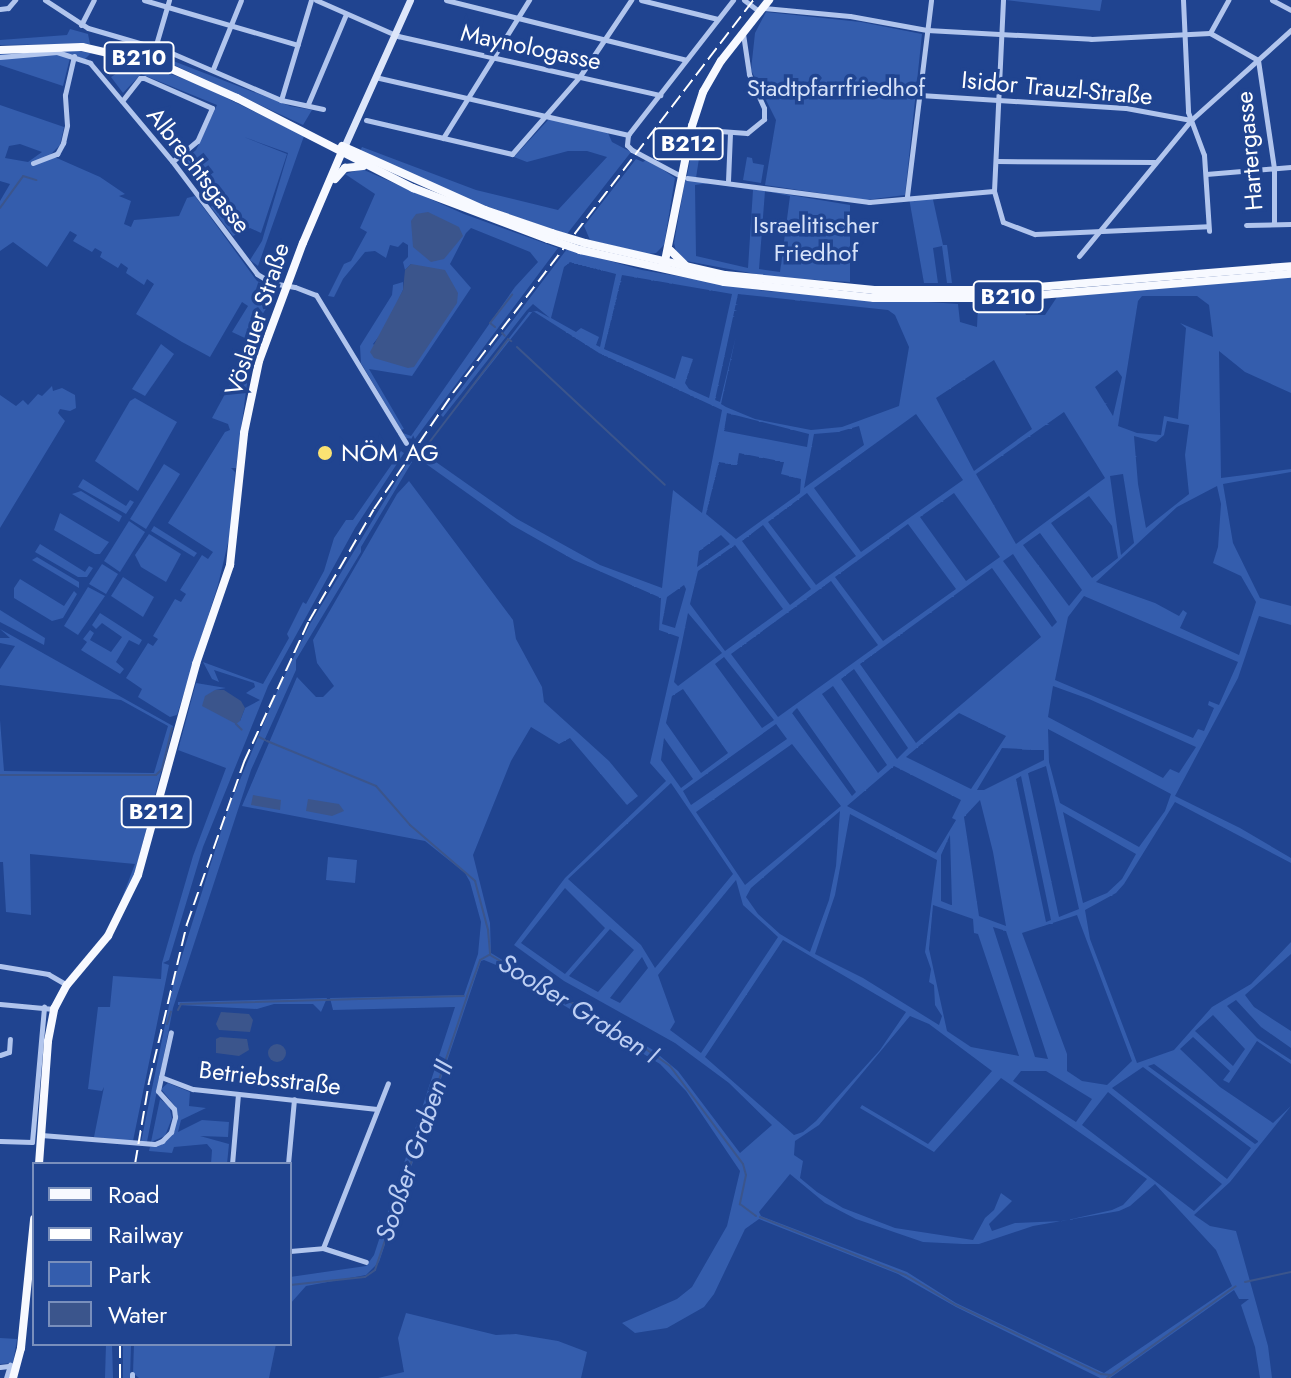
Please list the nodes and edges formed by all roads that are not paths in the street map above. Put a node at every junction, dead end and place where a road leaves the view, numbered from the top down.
1 (15, 0) edge
2 (45, 0) edge
3 (94, 0) edge
4 (144, 0) edge
5 (241, 0) edge
6 (314, 0) edge
7 (410, 0) edge
8 (446, 0) edge
9 (529, 0) edge
10 (631, 0) edge
11 (641, 0) edge
12 (733, 0) edge
13 (744, 0) edge
14 (931, 0) edge
15 (1003, 0) edge
16 (1183, 0) edge
17 (1228, 0) edge
18 (1272, 0) edge
19 (168, 3) edge
20 (764, 7) edge
21 (0, 9) edge
22 (1291, 10) edge
23 (346, 14) junction
24 (518, 18) junction
25 (718, 19) junction
26 (81, 25) junction
27 (234, 26) junction
28 (927, 30) junction
29 (1291, 30) edge
30 (1210, 33) junction
31 (393, 34) junction
32 (743, 34) junction
33 (1001, 34) junction
34 (1185, 34) junction
35 (607, 40) junction
36 (298, 45) junction
37 (155, 48) junction
38 (0, 50) edge
39 (74, 56) junction
40 (0, 57) edge
41 (493, 58) junction
42 (686, 60) junction
43 (1258, 60) junction
44 (213, 69) junction
45 (580, 76) junction
46 (375, 77) junction
47 (660, 95) junction
48 (920, 95) junction
49 (468, 98) junction
50 (998, 99) junction
51 (281, 100) junction
52 (122, 101) junction
53 (308, 104) junction
54 (323, 109) dead end
55 (547, 116) junction
56 (366, 120) dead end
57 (1191, 120) junction
58 (706, 130) dead end
59 (730, 133) junction
60 (628, 135) junction
61 (443, 138) junction
62 (343, 150) junction
63 (172, 161) junction
64 (996, 161) junction
65 (1156, 162) junction
66 (33, 163) dead end
67 (1291, 167) edge
68 (1274, 168) junction
69 (677, 174) dead end
70 (1206, 174) junction
71 (390, 177) junction
72 (687, 178) dead end
73 (728, 181) junction
74 (994, 191) junction
75 (324, 192) junction
76 (907, 196) junction
77 (1274, 224) junction
78 (1291, 224) edge
79 (1246, 225) dead end
80 (1096, 232) junction
81 (550, 236) junction
82 (583, 246) junction
83 (668, 250) junction
84 (1079, 256) dead end
85 (648, 259) junction
86 (666, 266) junction
87 (1291, 266) edge
88 (690, 268) junction
89 (1291, 274) edge
90 (287, 286) junction
91 (406, 443) dead end
92 (0, 966) edge
93 (67, 985) junction
94 (0, 1004) edge
95 (49, 1008) junction
96 (171, 1032) dead end
97 (10, 1039) dead end
98 (0, 1055) edge
99 (161, 1077) junction
100 (388, 1083) dead end
101 (238, 1094) junction
102 (294, 1099) junction
103 (377, 1109) junction
104 (38, 1140) junction
105 (0, 1141) edge
106 (39, 1162) edge
107 (232, 1162) edge
108 (288, 1162) edge
109 (32, 1234) edge
110 (323, 1248) junction
111 (292, 1251) edge
112 (366, 1262) dead end
113 (14, 1365) junction
114 (0, 1367) edge
115 (6, 1378) edge
116 (13, 1378) edge

1 - 21 street
2 - 26 street
3 - 26 street
4 - 19 street
5 - 27 street
6 - 23 street, Maynologasse
6 - 36 street
7 - 31 street, Vöslauer Straße
8 - 24 street
9 - 24 street
10 - 35 street
11 - 25 street
12 - 25 street
13 - 20 street
14 - 28 street
15 - 33 street
16 - 34 street
17 - 30 street
18 - 22 street
19 - 27 street
19 - 37 street
20 - 28 street
20 - 32 main road, B212
23 - 31 street, Maynologasse
23 - 53 street
24 - 35 street
24 - 41 street
25 - 42 street
26 - 37 street
27 - 36 street
27 - 44 street
28 - 33 street
28 - 48 street
29 - 43 street
30 - 34 street
30 - 43 street, Hartergasse
31 - 41 street, Maynologasse
31 - 46 street, Vöslauer Straße
32 - 59 street
32 - 83 main road, B212
33 - 34 street
33 - 50 street
34 - 57 street
35 - 42 street
35 - 45 street
36 - 51 street
37 - 44 street
38 - 62 main road, B210
39 - 40 street
39 - 52 street, Albrechtsgasse
39 - 66 street
41 - 45 street, Maynologasse
41 - 49 street
42 - 47 street
43 - 57 street
43 - 68 street, Hartergasse
44 - 51 street
45 - 47 street, Maynologasse
45 - 55 street
46 - 49 street
46 - 62 street, Vöslauer Straße
47 - 60 street
48 - 50 street, Isidor Trauzl-Straße
48 - 76 street
49 - 55 street
49 - 61 street
50 - 57 street, Isidor Trauzl-Straße
50 - 64 street
51 - 53 street
52 - 63 street, Albrechtsgasse
52 - 63 street
53 - 54 street
55 - 60 street
55 - 61 street
56 - 61 street
57 - 65 street
57 - 70 street
58 - 59 street
59 - 73 street
60 - 69 street
62 - 71 main road, B210
62 - 75 main road, Vöslauer Straße / B212
62 - 81 main road, B210
63 - 90 street, Albrechtsgasse
64 - 65 street
64 - 74 street
65 - 80 street
67 - 68 street
68 - 70 street
68 - 77 street, Hartergasse
70 - 80 street
71 - 75 main road, B210
71 - 81 main road, B210
72 - 73 street
73 - 76 street
74 - 76 street
74 - 80 street
75 - 90 main road, Vöslauer Straße / B212
77 - 78 street
77 - 79 street
80 - 84 street
81 - 82 main road, B210, bridge
82 - 85 main road, B210
82 - 86 main road, B210
83 - 85 main road
83 - 86 main road, B212
83 - 88 main road
85 - 86 main road, B210
86 - 88 main road, B210
86 - 89 main road, B210
87 - 88 main road, B210
90 - 91 street, Albrechtsgasse
90 - 93 main road, Vöslauer Straße / B212
92 - 93 street
93 - 95 main road, B212
94 - 95 street
95 - 104 main road, B212
96 - 99 street
97 - 98 street
99 - 101 street, Betriebsstraße
99 - 104 street
100 - 103 street
101 - 102 street, Betriebsstraße
101 - 107 street
102 - 103 street, Betriebsstraße
102 - 108 street
103 - 110 street
104 - 105 street
104 - 106 main road, B212
109 - 113 main road
110 - 111 street
110 - 112 street
113 - 114 street
113 - 115 street
113 - 116 main road

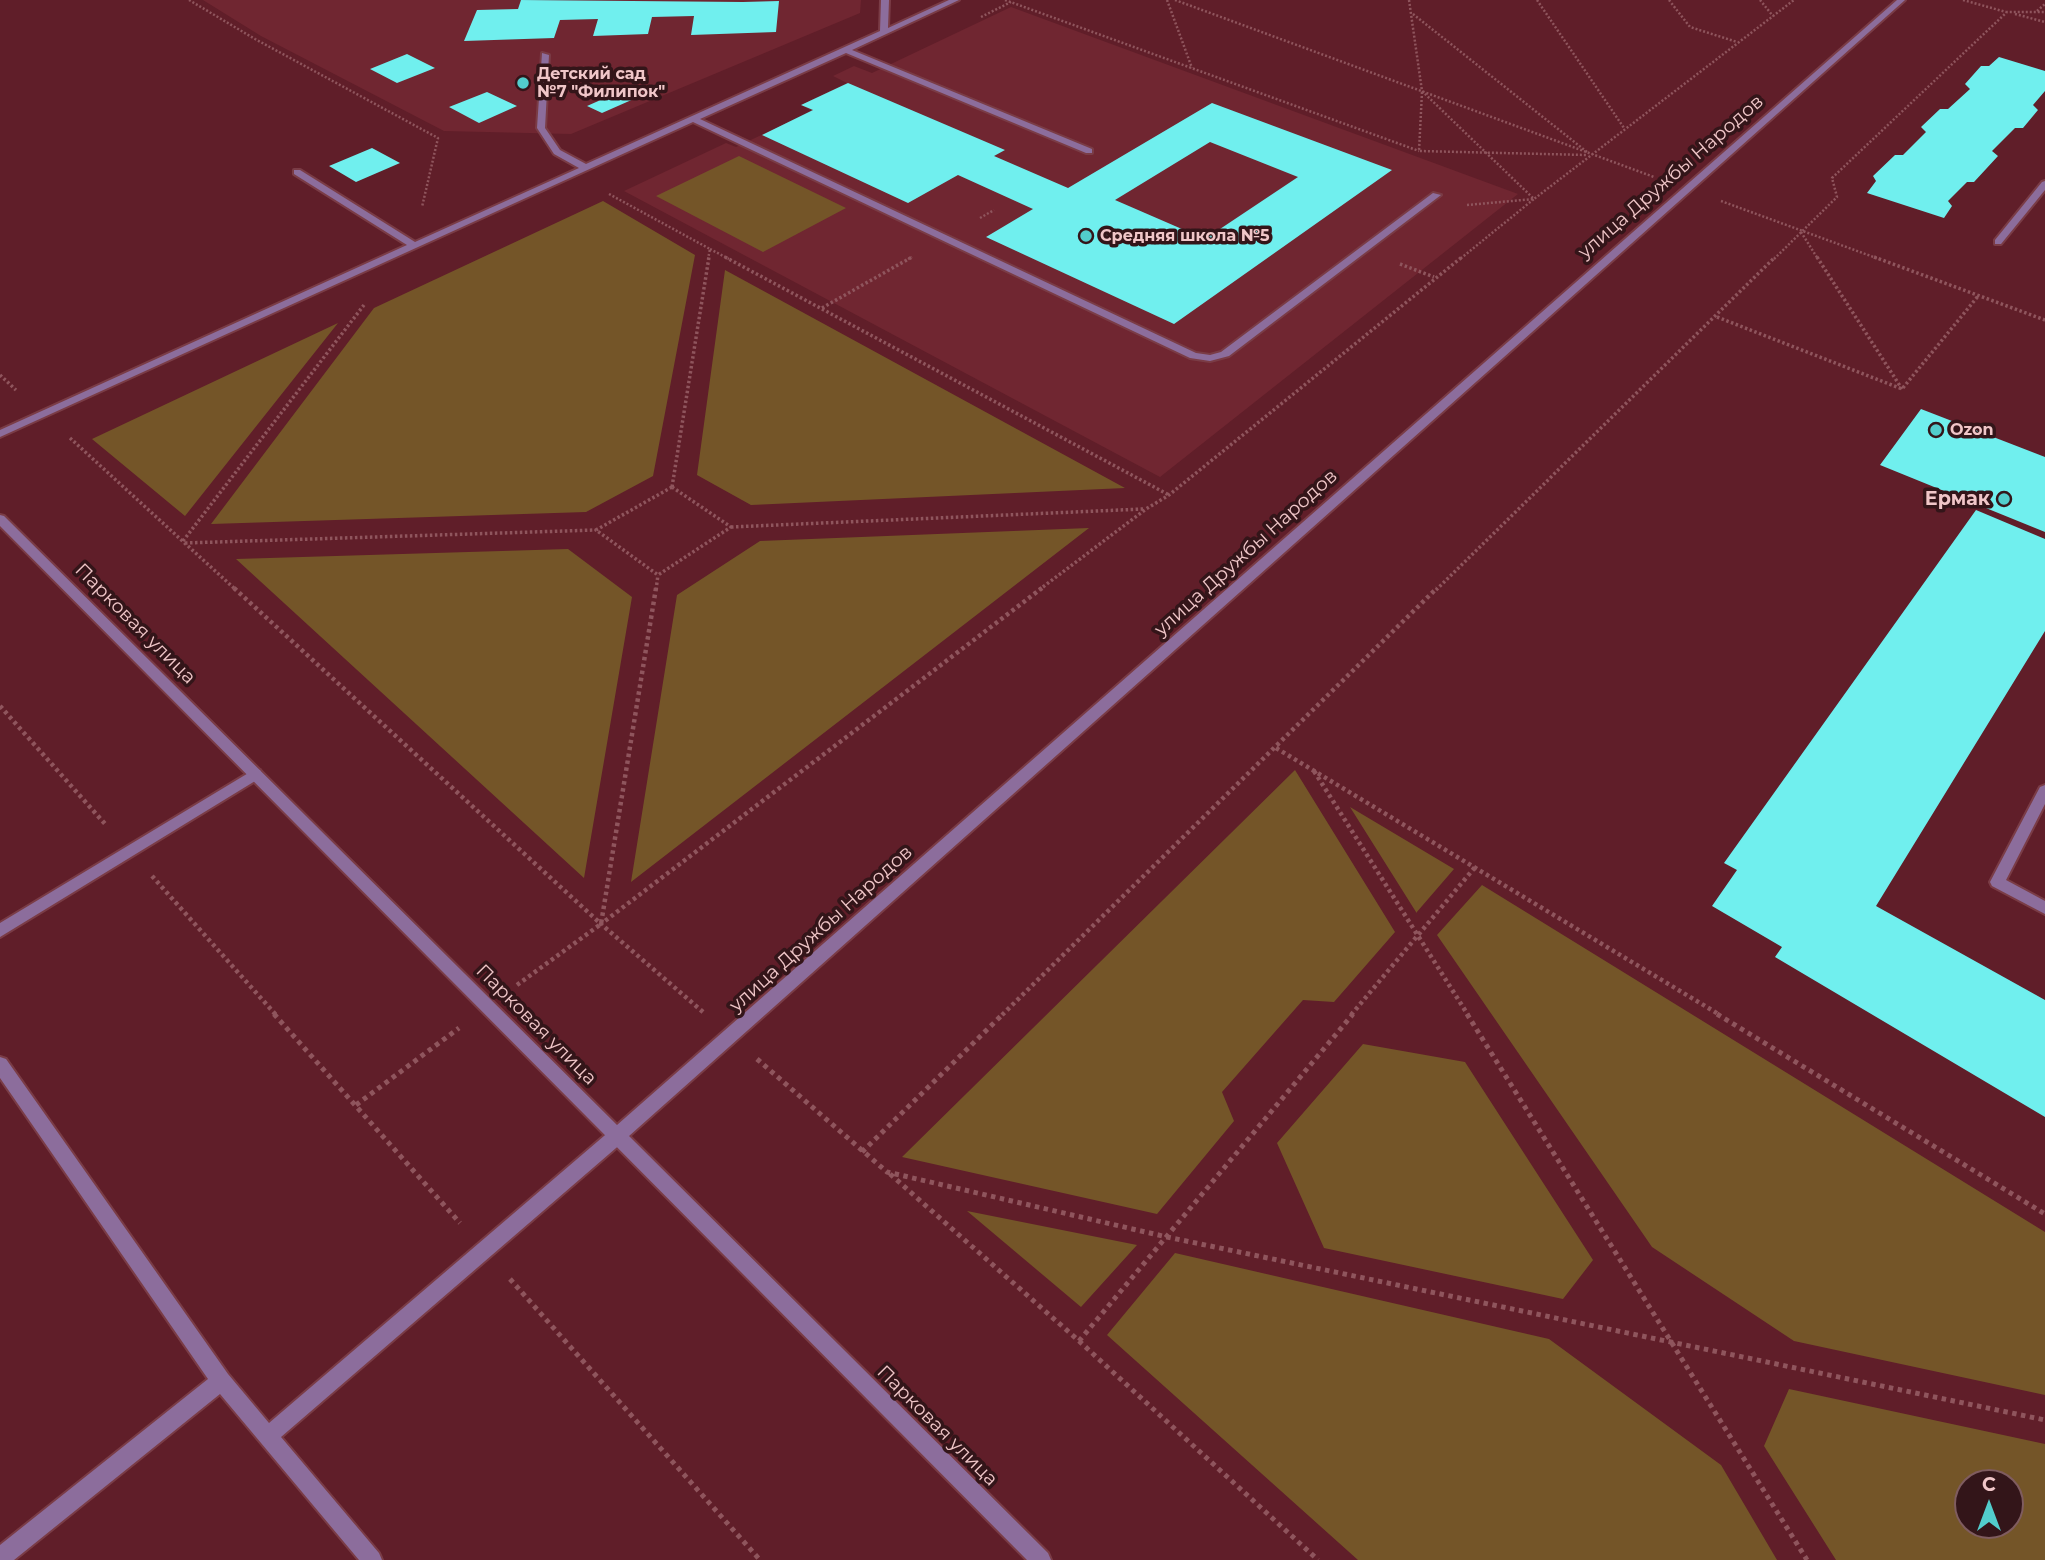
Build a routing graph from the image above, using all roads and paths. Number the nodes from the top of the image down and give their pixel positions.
1 (189, 0) edge
2 (885, 0) edge
3 (955, 0) edge
4 (1005, 0) edge
5 (1167, 0) edge
6 (1175, 0) edge
7 (1409, 0) edge
8 (1537, 0) edge
9 (1669, 0) edge
10 (1760, 0) edge
11 (1794, 0) edge
12 (1901, 0) edge
13 (1963, 0) edge
14 (2045, 4) edge
15 (2007, 12) junction
16 (2036, 12) junction
17 (2045, 12) edge
18 (1412, 14) junction
19 (1773, 16) junction
20 (2045, 22) edge
21 (884, 33) junction
22 (1738, 42) junction
23 (846, 50) junction
24 (545, 55) dead end
25 (1192, 68) junction
26 (1422, 91) junction
27 (693, 119) junction
28 (1624, 128) junction
29 (1088, 151) dead end
30 (1419, 151) junction
31 (1484, 153) junction
32 (1590, 155) junction
33 (584, 167) junction
34 (297, 172) dead end
35 (2045, 184) edge
36 (1687, 188) junction
37 (605, 191) dead end
38 (1436, 195) dead end
39 (1534, 199) junction
40 (2032, 200) junction
41 (2045, 204) edge
42 (1418, 209) junction
43 (1800, 231) junction
44 (1998, 242) dead end
45 (413, 245) junction
46 (710, 249) junction
47 (1979, 295) junction
48 (355, 307) dead end
49 (1717, 317) junction
50 (2045, 320) edge
51 (0, 375) edge
52 (1902, 389) junction
53 (43, 414) junction
54 (0, 434) edge
55 (672, 487) junction
56 (1168, 495) junction
57 (1146, 509) junction
58 (0, 519) edge
59 (732, 527) junction
60 (596, 530) junction
61 (184, 542) junction
62 (657, 575) junction
63 (0, 706) edge
64 (1276, 748) junction
65 (1314, 771) junction
66 (255, 774) junction
67 (2045, 791) edge
68 (129, 851) junction
69 (1476, 866) junction
70 (2045, 908) edge
71 (601, 924) junction
72 (0, 931) edge
73 (1416, 938) junction
74 (730, 1035) junction
75 (0, 1064) edge
76 (617, 1136) junction
77 (862, 1152) junction
78 (887, 1172) junction
79 (2045, 1214) edge
80 (1167, 1237) junction
81 (484, 1251) junction
82 (1079, 1341) junction
83 (1675, 1344) junction
84 (221, 1381) junction
85 (2045, 1420) edge
86 (268, 1436) junction
87 (0, 1558) edge
88 (372, 1560) edge
89 (760, 1560) edge
90 (1041, 1560) edge
91 (1318, 1560) edge
92 (1807, 1560) edge

1 - 45 path
2 - 21 street
3 - 21 street
4 - 25 path
5 - 25 path
6 - 26 path
7 - 18 path
8 - 28 path
9 - 22 path
10 - 19 path
11 - 19 path
12 - 36 street, улица Дружбы Народов
13 - 15 path
14 - 16 path
15 - 16 path
15 - 20 path
15 - 43 path
16 - 17 path
18 - 26 path
18 - 32 path
19 - 22 path
21 - 23 street
22 - 28 path
23 - 27 street
23 - 29 street
24 - 33 street
25 - 30 path
26 - 30 path
26 - 31 path
26 - 32 path
27 - 33 street
27 - 42 street
28 - 32 path
30 - 31 path
31 - 32 path
31 - 39 path
32 - 36 path
32 - 39 path
33 - 45 street
34 - 45 street
35 - 40 street
36 - 43 path
36 - 74 street, улица Дружбы Народов
37 - 46 path
38 - 42 street
39 - 42 path
39 - 56 path
40 - 41 street
40 - 44 street
43 - 47 path
43 - 49 path
43 - 52 path
45 - 53 street
46 - 55 path
46 - 56 path
47 - 50 path
47 - 52 path
48 - 61 path
49 - 52 path
49 - 64 path
51 - 53 path
53 - 54 street
53 - 61 path
55 - 59 path
55 - 60 path
56 - 57 path
57 - 59 path
57 - 71 path
58 - 66 street, Парковая улица
59 - 62 path
60 - 61 path
60 - 62 path
61 - 71 path
62 - 71 path
63 - 68 path
64 - 65 path
64 - 77 path
65 - 69 path
65 - 73 path
66 - 68 street
66 - 76 street, Парковая улица
67 - 70 street
68 - 72 street
68 - 81 path
69 - 73 path
69 - 79 path
71 - 74 path
73 - 80 path
73 - 83 path
74 - 76 street, улица Дружбы Народов
74 - 77 path
75 - 84 street
76 - 81 street, улица Дружбы Народов
76 - 90 street, Парковая улица
77 - 78 path
78 - 80 path
78 - 82 path
80 - 82 path
80 - 83 path
81 - 86 street, улица Дружбы Народов
81 - 89 path
82 - 91 path
83 - 85 path
83 - 92 path
84 - 86 street
84 - 87 street
86 - 88 street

PROBLEM DETAILS
For each line in the records that holds "nodes", show that line as it stands.

REPLY
Please list the nodes and edges formed by all roads that are not paths in the street map above. Put a node at every junction, dead end and place where a road leaves the view, numbered from the top down.
Build a routing graph from the image above, using all roads and paths. Number the nodes from the top of the image down and give their pixel positions.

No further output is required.